The guilty eating me alive.
I felt my heart broke again.
Brad didn’t speak right away.
When he did, his voice was velvet-wrapped steel.
“Your survival doesn’t dishonor him, Alice. But pretending you’re something you’re not? That’s what does.”
I wans’t expecting that.
I blinked back tears.
“You don’t know what it felt like.”
“No,” he said. “But I know what it feels like to watch a wolf destroy herself.”
I met his eyes.
He didn’t look angry. He didn’t even look smug.
And something inside me cracked.
“We’re not shifting to chase deer or howl at the moon,” he said. “This is about letting go. Just for one night. Just you and her.”

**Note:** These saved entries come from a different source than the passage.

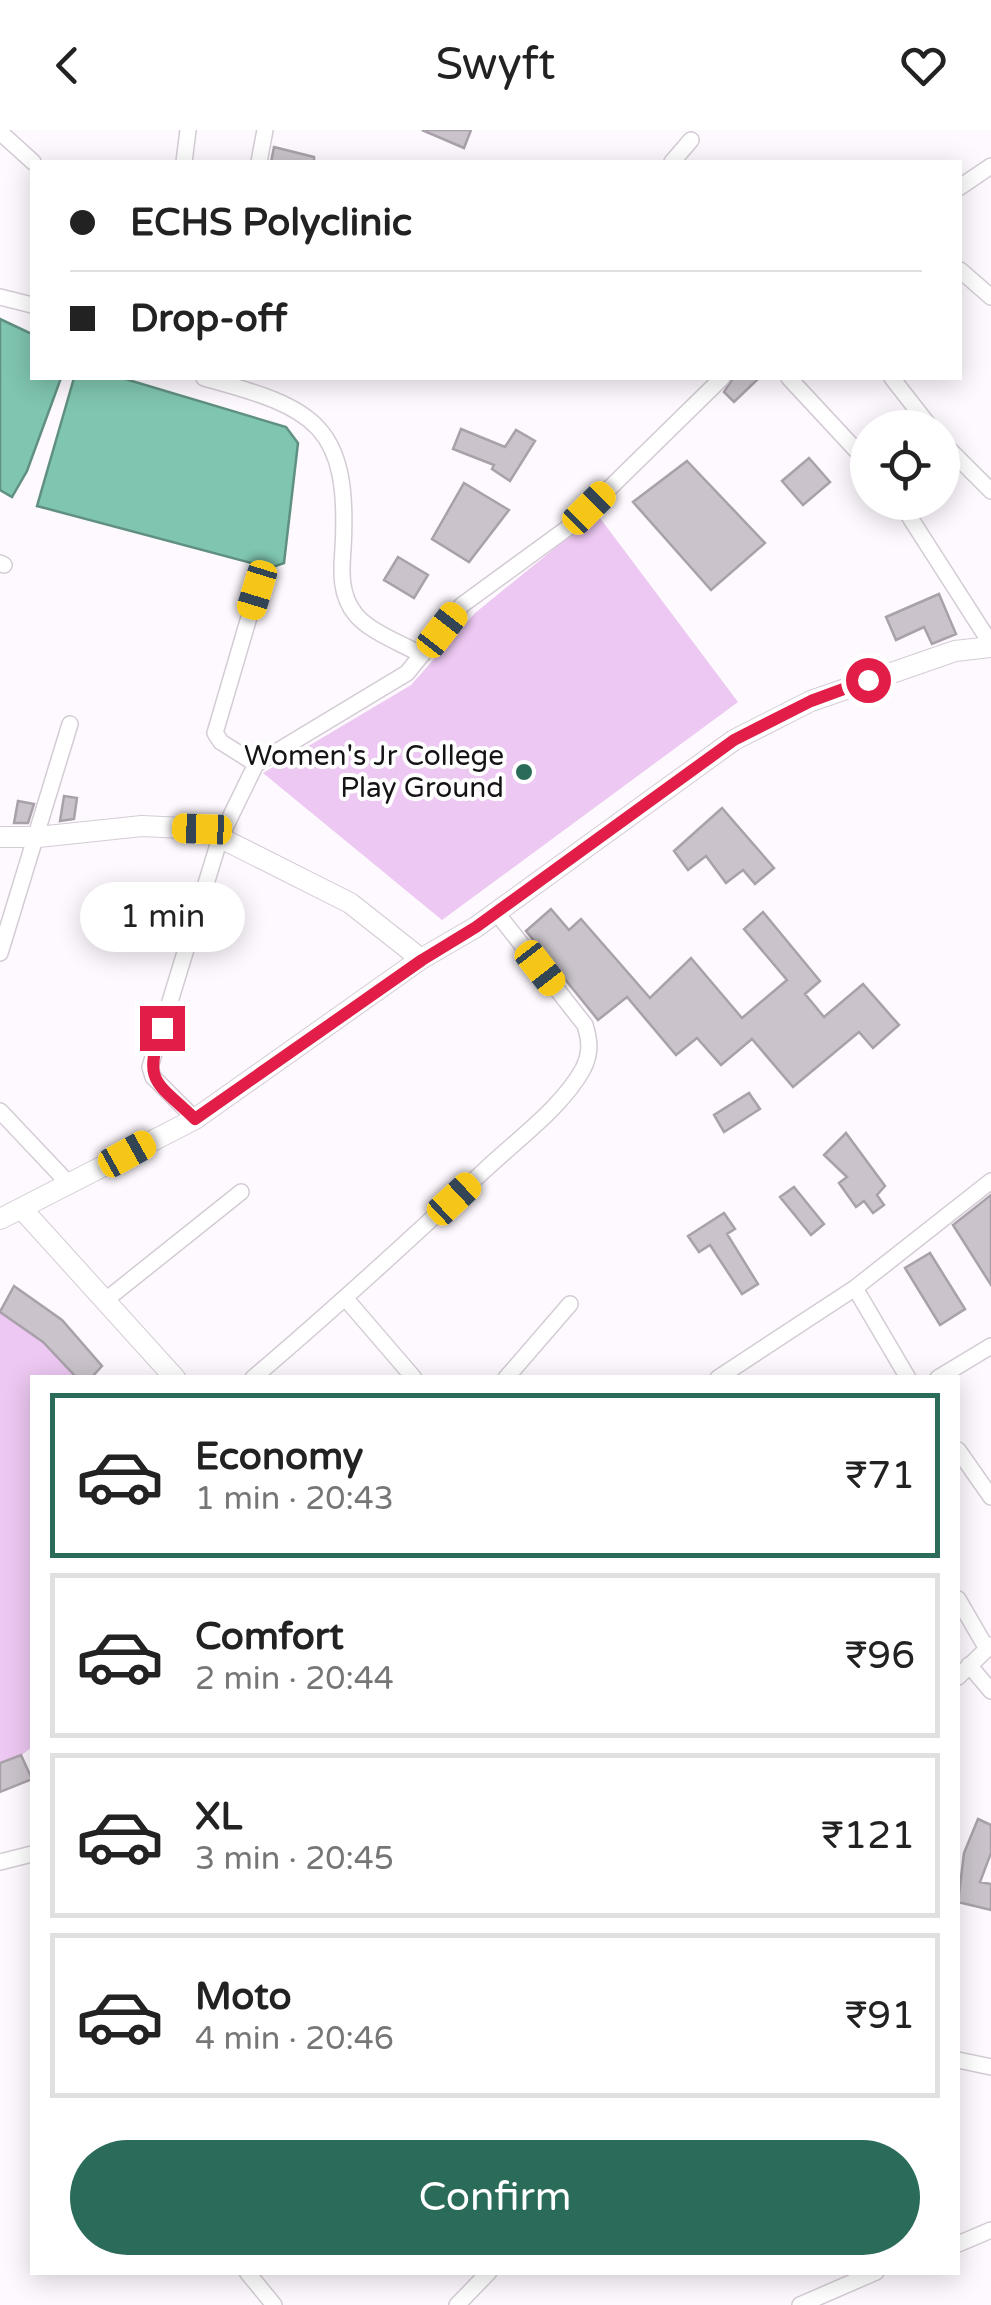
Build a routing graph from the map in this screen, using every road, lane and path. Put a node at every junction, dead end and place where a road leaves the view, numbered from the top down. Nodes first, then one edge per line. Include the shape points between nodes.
1 (188, 130) edge
2 (265, 130) edge
3 (0, 132) edge
4 (691, 140) dead end
5 (31, 160) edge
6 (184, 160) edge
7 (260, 160) edge
8 (674, 160) edge
9 (991, 166) edge
10 (962, 186) edge
11 (962, 272) edge
12 (0, 297) edge
13 (991, 297) edge
14 (30, 305) edge
15 (222, 380) edge
16 (720, 380) edge
17 (791, 380) edge
18 (894, 380) edge
19 (917, 410) edge
20 (850, 444) edge
21 (960, 462) edge
22 (991, 491) edge
23 (911, 520) edge
24 (257, 590) dead end
25 (991, 646) edge
26 (422, 655) junction
27 (70, 724) dead end
28 (256, 764) junction
29 (0, 836) edge
30 (38, 838) junction
31 (220, 838) junction
32 (496, 912) junction
33 (0, 953) edge
34 (422, 960) junction
35 (0, 1111) edge
36 (195, 1119) junction
37 (991, 1180) edge
38 (70, 1185) junction
39 (240, 1192) dead end
40 (22, 1209) junction
41 (0, 1220) edge
42 (855, 1288) junction
43 (346, 1298) junction
44 (107, 1299) junction
45 (570, 1304) dead end
46 (991, 1346) edge
47 (172, 1375) edge
48 (256, 1375) edge
49 (411, 1375) edge
50 (509, 1375) edge
51 (723, 1375) edge
52 (906, 1375) edge
53 (943, 1375) edge
54 (960, 1453) edge
55 (991, 1497) edge
56 (960, 1603) edge
57 (989, 1647) edge
58 (963, 1671) edge
59 (991, 1691) edge
60 (30, 1854) edge
61 (0, 1862) edge
62 (960, 2060) edge
63 (991, 2067) edge
64 (991, 2230) edge
65 (960, 2243) edge
66 (250, 2275) edge
67 (486, 2275) edge
68 (869, 2275) edge
69 (274, 2305) edge
70 (457, 2305) edge
71 (800, 2305) edge

1 - 6 street
2 - 7 street
3 - 5 street
4 - 8 street
9 - 10 street
11 - 13 street
12 - 14 street
15 - 26 street via 301,410 324,430 338,452 342,587 358,617
16 - 26 street via 573,524 462,605
17 - 20 street
18 - 19 street
21 - 22 street
23 - 25 street
24 - 28 street via 216,733
25 - 32 main road via 940,656 811,701 734,740
26 - 28 street via 407,673
27 - 30 street
28 - 31 street
29 - 30 main road
30 - 31 main road via 142,826 202,829
30 - 33 street
31 - 34 main road via 350,903
31 - 36 street via 150,1067
32 - 34 main road
32 - 43 street via 584,1025 591,1044 584,1068
34 - 36 main road
35 - 38 street
36 - 38 main road
37 - 42 street
38 - 40 main road
39 - 44 street
40 - 41 main road
40 - 44 main road
42 - 51 street
42 - 52 street
43 - 48 street
43 - 49 street
44 - 47 main road
45 - 50 street
46 - 53 street
54 - 55 street
56 - 57 street
57 - 58 street
58 - 59 street
60 - 61 street
62 - 63 street
64 - 65 street
66 - 69 street
67 - 70 street
68 - 71 street

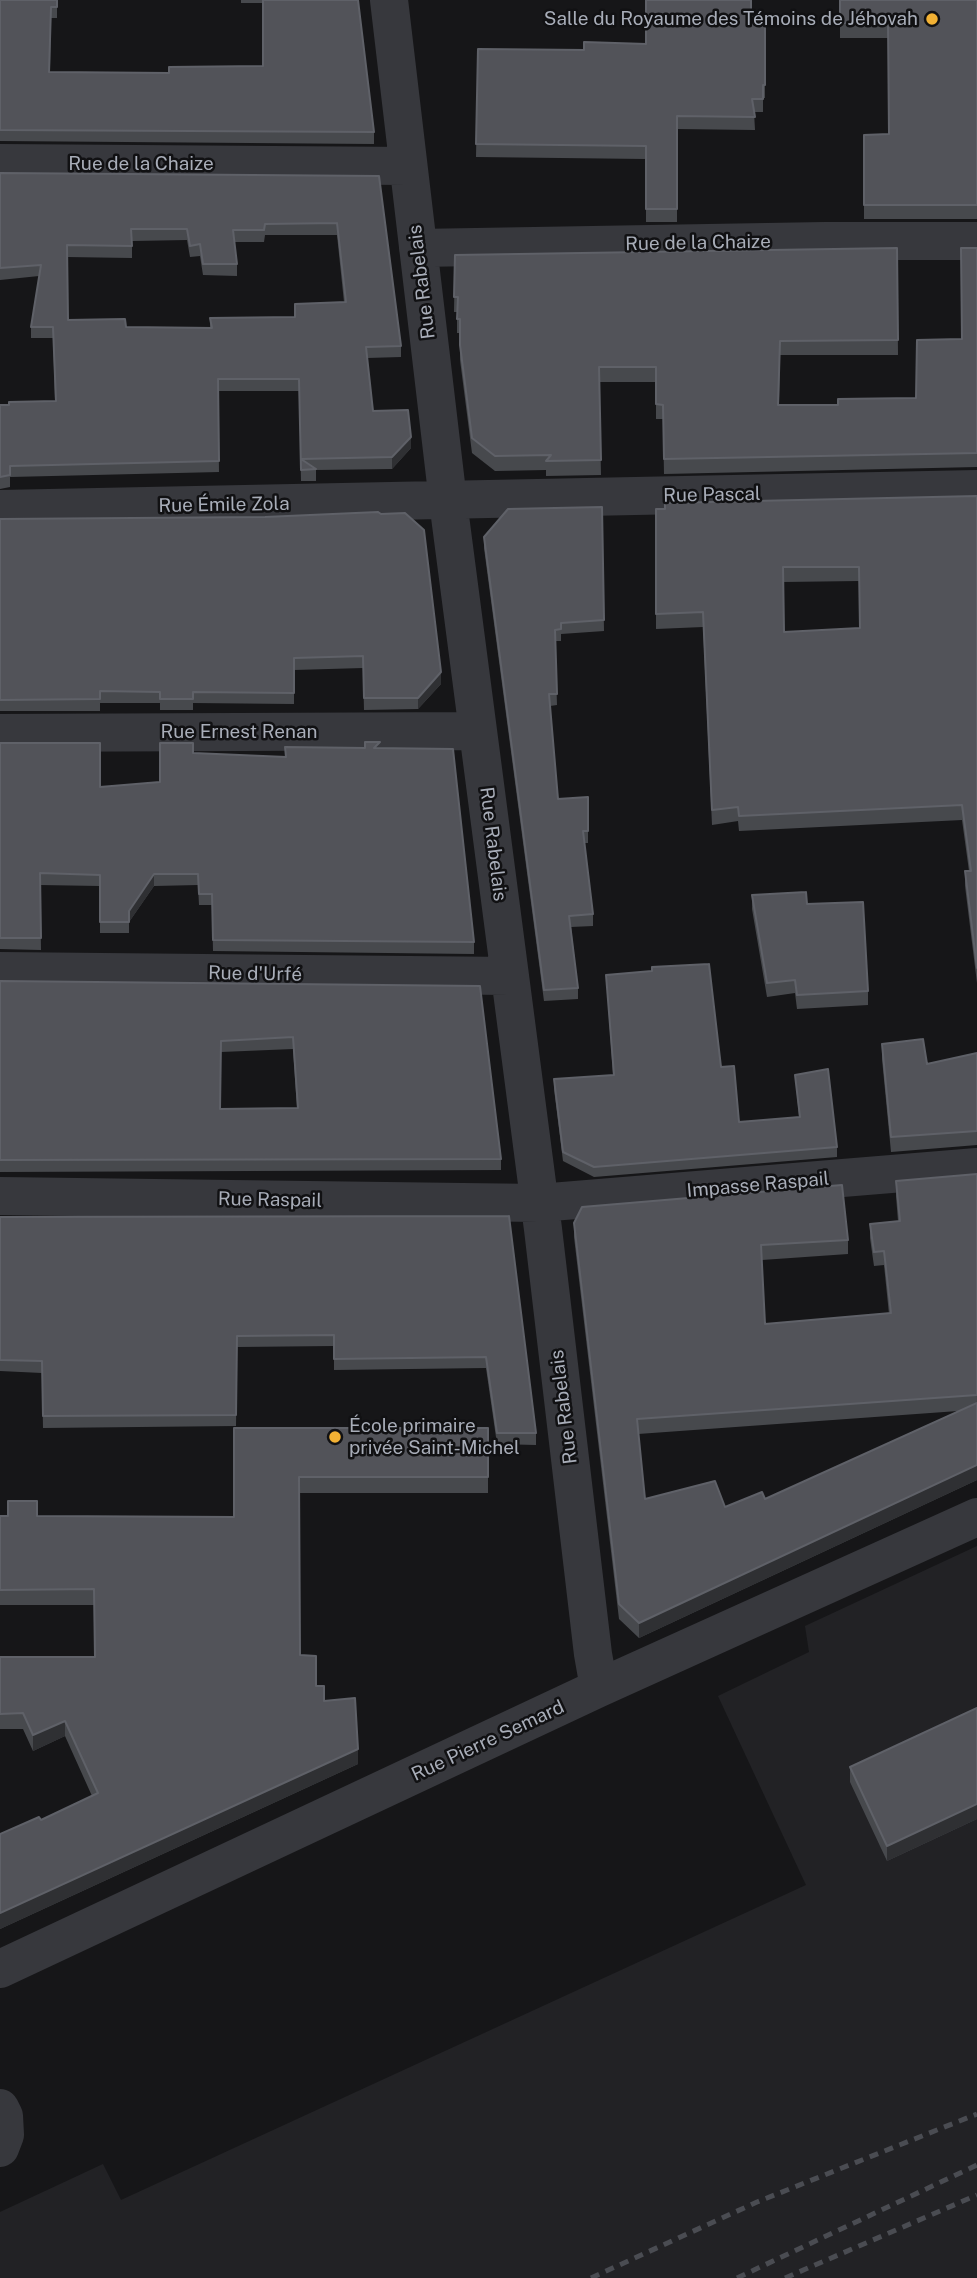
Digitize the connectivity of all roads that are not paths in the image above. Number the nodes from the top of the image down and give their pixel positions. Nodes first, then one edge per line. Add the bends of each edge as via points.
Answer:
1 (389, 0) edge
2 (0, 163) edge
3 (408, 166) junction
4 (977, 241) edge
5 (418, 248) junction
6 (977, 489) edge
7 (448, 501) junction
8 (0, 509) edge
9 (478, 731) junction
10 (0, 733) edge
11 (0, 971) edge
12 (510, 976) junction
13 (977, 1167) edge
14 (0, 1196) edge
15 (539, 1203) junction
16 (977, 1517) edge
17 (599, 1688) junction
18 (0, 1969) edge
19 (0, 2108) edge
20 (0, 2148) edge

1 - 3 street, Rue Rabelais
2 - 3 street, Rue de la Chaize
3 - 5 street, Rue Rabelais
4 - 5 street, Rue de la Chaize
5 - 7 street, Rue Rabelais
6 - 7 street, Rue Pascal
7 - 8 street, Rue Émile Zola
7 - 9 street, Rue Rabelais
9 - 10 street, Rue Ernest Renan
9 - 12 street, Rue Rabelais
11 - 12 street, Rue d'Urfé
12 - 15 street, Rue Rabelais
13 - 15 street, Impasse Raspail
14 - 15 street, Rue Raspail
15 - 17 street, Rue Rabelais
16 - 17 street, Rue Pierre Semard
17 - 18 street, Rue Pierre Semard
19 - 20 street via 5,2135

He reached out, not touching me—but waiting.
“Come with me.”
I looked at his hand. Then at the SUV.
Then at the street behind me.
I could turn and run.
I could pretend none of this had happened.
I could keep pretending.
But my wolf was clawing against my ribs.
Not just aroused. Not just angry.
I took his hand.
And everything shifted.
The moment our skin touched, a jolt ran through me.
I felt it in my bones, in my blood.
His breath caught. His grip tightened.
“There you are,” he whispered.
“What?” I breathed.
Brad leaned in, his voice low and certain. His eyes glowed with something ancient.
“Your wolf. She just said yes.”
She was there—fully there.
No more hiding.
I didn’t know what this run would do to me.